* _YOUR OBJECTIVE_: Below are records; how many of their lines contain "rotate"? Give the number and no other words.

(Collected data)

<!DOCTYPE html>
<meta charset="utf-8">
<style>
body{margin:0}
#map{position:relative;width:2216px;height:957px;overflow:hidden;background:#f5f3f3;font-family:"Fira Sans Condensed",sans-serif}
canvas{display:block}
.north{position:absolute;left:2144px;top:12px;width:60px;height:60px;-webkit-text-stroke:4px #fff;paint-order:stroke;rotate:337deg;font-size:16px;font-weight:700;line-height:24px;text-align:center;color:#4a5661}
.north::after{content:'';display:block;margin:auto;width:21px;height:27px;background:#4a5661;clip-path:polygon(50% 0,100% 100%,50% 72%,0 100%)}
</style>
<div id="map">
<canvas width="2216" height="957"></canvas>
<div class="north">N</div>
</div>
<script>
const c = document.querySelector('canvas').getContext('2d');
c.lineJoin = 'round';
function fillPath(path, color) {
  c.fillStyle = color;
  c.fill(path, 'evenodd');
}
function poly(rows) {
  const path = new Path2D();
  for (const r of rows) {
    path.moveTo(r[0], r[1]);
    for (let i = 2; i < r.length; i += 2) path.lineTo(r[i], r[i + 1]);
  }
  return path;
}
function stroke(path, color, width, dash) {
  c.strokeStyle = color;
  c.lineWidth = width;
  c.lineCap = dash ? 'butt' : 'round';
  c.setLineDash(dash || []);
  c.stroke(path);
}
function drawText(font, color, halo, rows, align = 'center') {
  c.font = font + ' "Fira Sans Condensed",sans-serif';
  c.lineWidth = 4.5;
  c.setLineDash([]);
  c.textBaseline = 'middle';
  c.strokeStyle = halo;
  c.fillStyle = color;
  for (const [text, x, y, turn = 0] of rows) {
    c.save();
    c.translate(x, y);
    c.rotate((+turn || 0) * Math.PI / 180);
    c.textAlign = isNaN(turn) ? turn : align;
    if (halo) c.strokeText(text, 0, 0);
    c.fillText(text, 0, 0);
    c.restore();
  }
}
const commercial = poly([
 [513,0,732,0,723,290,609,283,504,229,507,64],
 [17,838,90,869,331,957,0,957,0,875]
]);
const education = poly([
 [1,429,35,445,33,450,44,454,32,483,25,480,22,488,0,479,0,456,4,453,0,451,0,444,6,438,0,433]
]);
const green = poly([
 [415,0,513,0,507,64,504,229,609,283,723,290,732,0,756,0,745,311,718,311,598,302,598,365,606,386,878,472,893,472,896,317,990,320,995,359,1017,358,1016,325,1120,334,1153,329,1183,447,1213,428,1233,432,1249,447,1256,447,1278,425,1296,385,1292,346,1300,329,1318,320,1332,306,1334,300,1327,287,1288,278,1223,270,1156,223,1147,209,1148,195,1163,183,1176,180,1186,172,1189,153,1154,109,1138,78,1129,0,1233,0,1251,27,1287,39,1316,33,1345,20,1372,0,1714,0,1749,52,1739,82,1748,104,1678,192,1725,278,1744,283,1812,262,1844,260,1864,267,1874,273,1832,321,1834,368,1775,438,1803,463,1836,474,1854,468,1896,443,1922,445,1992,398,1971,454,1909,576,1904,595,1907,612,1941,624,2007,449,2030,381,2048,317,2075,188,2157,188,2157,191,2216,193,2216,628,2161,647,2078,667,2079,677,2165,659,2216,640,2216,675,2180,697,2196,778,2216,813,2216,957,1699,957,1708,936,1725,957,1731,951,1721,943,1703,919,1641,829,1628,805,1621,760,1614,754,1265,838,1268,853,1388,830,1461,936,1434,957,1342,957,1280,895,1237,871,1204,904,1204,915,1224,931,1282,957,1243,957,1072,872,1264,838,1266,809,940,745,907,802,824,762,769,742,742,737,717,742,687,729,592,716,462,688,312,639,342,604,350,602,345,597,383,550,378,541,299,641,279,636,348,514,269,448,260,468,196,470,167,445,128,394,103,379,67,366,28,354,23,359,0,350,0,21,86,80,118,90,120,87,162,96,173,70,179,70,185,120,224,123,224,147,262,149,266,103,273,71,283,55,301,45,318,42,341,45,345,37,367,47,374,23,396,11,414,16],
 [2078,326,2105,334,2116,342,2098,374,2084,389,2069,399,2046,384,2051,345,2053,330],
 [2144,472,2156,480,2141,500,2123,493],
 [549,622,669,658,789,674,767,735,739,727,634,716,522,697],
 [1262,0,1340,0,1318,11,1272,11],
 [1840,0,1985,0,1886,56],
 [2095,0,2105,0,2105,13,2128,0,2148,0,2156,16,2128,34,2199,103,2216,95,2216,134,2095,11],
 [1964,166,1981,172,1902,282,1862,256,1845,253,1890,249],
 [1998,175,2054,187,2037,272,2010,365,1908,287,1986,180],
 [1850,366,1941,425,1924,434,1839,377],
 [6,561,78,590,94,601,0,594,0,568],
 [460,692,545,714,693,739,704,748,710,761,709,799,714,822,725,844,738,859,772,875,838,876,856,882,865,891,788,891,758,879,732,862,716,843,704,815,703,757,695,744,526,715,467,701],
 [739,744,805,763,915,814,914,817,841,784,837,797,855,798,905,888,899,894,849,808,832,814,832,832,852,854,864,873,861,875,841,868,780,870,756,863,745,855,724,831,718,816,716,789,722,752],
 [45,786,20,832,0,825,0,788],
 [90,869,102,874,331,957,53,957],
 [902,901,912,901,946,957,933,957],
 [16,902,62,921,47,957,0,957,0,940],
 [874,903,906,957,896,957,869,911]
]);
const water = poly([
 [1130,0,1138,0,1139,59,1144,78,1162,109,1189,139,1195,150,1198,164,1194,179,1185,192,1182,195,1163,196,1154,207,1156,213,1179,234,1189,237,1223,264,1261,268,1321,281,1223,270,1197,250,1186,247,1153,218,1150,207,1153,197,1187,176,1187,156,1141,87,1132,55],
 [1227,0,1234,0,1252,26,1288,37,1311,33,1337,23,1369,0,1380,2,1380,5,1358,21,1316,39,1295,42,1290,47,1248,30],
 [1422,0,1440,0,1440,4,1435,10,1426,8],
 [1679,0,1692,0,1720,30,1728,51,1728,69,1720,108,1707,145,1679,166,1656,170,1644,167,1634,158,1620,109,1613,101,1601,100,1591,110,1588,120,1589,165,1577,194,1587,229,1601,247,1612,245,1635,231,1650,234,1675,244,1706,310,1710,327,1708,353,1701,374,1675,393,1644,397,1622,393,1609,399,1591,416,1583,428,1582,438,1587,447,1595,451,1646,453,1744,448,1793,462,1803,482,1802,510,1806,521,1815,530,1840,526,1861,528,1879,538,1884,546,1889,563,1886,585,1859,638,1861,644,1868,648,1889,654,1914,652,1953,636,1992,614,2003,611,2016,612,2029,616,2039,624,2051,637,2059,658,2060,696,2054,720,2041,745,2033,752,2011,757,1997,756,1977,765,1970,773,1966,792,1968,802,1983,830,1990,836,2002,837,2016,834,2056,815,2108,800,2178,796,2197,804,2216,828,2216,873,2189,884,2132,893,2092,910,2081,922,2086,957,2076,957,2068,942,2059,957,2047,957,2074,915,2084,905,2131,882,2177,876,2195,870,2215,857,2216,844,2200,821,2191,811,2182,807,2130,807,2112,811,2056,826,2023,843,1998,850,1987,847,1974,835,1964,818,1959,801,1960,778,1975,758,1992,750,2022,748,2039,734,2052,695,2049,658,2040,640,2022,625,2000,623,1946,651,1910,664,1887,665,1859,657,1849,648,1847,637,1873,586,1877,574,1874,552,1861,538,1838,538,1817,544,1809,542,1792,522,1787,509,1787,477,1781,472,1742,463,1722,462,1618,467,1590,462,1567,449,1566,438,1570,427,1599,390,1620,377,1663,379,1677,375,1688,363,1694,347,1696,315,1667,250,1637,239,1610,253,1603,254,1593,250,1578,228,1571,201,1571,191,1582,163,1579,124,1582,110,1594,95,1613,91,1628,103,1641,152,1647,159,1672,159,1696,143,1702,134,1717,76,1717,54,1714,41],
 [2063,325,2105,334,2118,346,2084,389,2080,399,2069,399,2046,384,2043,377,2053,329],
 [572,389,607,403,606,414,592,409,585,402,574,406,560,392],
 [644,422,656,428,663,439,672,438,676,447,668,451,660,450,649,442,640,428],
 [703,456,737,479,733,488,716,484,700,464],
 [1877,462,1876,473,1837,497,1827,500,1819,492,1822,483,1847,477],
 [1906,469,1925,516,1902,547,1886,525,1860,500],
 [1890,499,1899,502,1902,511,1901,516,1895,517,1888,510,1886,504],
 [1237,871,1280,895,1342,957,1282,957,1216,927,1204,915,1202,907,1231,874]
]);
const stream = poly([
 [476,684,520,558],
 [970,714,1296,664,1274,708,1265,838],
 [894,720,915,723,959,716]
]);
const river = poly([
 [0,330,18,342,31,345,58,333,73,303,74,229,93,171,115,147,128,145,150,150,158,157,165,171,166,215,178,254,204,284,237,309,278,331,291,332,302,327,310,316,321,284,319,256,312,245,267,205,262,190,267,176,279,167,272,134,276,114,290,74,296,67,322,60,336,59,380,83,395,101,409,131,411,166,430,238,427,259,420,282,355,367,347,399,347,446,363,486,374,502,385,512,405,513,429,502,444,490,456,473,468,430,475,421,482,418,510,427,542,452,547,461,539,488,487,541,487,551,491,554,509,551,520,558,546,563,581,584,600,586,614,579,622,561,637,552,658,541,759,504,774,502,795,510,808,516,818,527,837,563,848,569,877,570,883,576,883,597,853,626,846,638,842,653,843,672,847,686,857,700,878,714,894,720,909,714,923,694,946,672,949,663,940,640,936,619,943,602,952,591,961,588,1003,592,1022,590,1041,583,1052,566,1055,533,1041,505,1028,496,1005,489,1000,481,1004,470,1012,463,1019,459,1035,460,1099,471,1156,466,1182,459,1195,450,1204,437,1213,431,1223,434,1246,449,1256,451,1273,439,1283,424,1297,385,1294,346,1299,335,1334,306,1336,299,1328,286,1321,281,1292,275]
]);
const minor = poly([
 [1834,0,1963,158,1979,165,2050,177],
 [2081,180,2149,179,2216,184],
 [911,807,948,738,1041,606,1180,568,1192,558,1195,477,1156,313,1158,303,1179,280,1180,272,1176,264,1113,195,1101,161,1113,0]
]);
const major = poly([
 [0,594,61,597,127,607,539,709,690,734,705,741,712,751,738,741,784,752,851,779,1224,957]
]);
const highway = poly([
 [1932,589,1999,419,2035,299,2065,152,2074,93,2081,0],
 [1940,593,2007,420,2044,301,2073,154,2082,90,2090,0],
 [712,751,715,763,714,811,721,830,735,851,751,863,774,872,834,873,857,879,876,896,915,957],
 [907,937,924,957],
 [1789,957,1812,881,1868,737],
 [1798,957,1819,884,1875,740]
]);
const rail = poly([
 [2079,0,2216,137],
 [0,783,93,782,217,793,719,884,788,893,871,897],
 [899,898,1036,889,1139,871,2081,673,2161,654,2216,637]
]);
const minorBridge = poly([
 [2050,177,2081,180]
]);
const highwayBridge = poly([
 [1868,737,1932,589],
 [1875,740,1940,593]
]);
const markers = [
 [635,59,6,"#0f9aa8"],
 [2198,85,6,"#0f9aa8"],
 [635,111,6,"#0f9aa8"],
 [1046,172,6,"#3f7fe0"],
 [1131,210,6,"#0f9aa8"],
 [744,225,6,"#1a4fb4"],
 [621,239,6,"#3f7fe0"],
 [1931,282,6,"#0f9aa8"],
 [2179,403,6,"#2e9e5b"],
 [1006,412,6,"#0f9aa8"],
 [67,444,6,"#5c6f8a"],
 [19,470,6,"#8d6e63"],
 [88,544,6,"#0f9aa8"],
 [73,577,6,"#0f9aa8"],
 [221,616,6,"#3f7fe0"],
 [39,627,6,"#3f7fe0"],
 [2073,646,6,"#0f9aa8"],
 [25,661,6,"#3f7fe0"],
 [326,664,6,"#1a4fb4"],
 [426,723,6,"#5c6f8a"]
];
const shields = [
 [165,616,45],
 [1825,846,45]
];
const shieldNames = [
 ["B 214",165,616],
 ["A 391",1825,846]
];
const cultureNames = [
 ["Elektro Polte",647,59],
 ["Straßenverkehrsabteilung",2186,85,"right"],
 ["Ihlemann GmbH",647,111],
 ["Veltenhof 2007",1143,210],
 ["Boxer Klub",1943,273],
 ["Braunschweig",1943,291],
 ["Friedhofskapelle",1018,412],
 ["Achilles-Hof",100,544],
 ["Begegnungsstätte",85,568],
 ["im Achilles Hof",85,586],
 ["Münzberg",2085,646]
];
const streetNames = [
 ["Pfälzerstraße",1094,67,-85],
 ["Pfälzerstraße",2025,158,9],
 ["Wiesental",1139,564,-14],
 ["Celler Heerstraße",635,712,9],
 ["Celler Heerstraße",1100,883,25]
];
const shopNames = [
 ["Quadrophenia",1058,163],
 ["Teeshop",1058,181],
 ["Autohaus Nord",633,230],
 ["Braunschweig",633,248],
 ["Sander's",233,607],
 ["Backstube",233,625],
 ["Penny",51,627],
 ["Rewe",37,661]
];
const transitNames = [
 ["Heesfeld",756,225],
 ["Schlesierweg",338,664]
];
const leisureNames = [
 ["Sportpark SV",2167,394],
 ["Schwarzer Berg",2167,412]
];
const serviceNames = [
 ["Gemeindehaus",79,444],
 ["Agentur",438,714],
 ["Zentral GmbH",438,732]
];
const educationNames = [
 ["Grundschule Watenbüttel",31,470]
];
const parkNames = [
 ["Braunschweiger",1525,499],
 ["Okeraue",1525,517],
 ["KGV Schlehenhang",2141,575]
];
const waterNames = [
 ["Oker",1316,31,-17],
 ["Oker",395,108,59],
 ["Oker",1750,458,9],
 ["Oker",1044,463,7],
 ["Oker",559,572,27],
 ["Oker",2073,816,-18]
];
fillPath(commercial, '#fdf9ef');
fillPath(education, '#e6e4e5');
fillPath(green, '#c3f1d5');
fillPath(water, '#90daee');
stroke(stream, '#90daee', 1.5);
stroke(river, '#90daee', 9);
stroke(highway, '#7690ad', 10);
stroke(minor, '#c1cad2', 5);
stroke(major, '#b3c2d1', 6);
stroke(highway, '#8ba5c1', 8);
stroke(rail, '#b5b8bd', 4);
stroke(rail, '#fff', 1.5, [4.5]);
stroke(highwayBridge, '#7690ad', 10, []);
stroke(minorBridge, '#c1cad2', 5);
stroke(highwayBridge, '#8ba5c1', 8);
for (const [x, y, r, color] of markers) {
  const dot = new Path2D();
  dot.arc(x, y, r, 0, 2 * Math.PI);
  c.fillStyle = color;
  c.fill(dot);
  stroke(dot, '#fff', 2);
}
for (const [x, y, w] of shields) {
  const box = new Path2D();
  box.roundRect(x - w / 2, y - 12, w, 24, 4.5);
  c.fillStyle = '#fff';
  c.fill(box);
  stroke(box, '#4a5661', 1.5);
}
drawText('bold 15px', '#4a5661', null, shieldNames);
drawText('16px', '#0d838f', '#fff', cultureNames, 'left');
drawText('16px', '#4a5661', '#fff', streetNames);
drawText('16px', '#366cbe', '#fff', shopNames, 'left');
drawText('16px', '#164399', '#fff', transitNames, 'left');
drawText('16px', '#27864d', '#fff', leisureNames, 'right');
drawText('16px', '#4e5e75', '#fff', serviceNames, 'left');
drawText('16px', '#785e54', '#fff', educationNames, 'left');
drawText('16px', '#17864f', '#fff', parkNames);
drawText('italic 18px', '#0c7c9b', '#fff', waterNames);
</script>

* _WRITTEN REPLY_: 2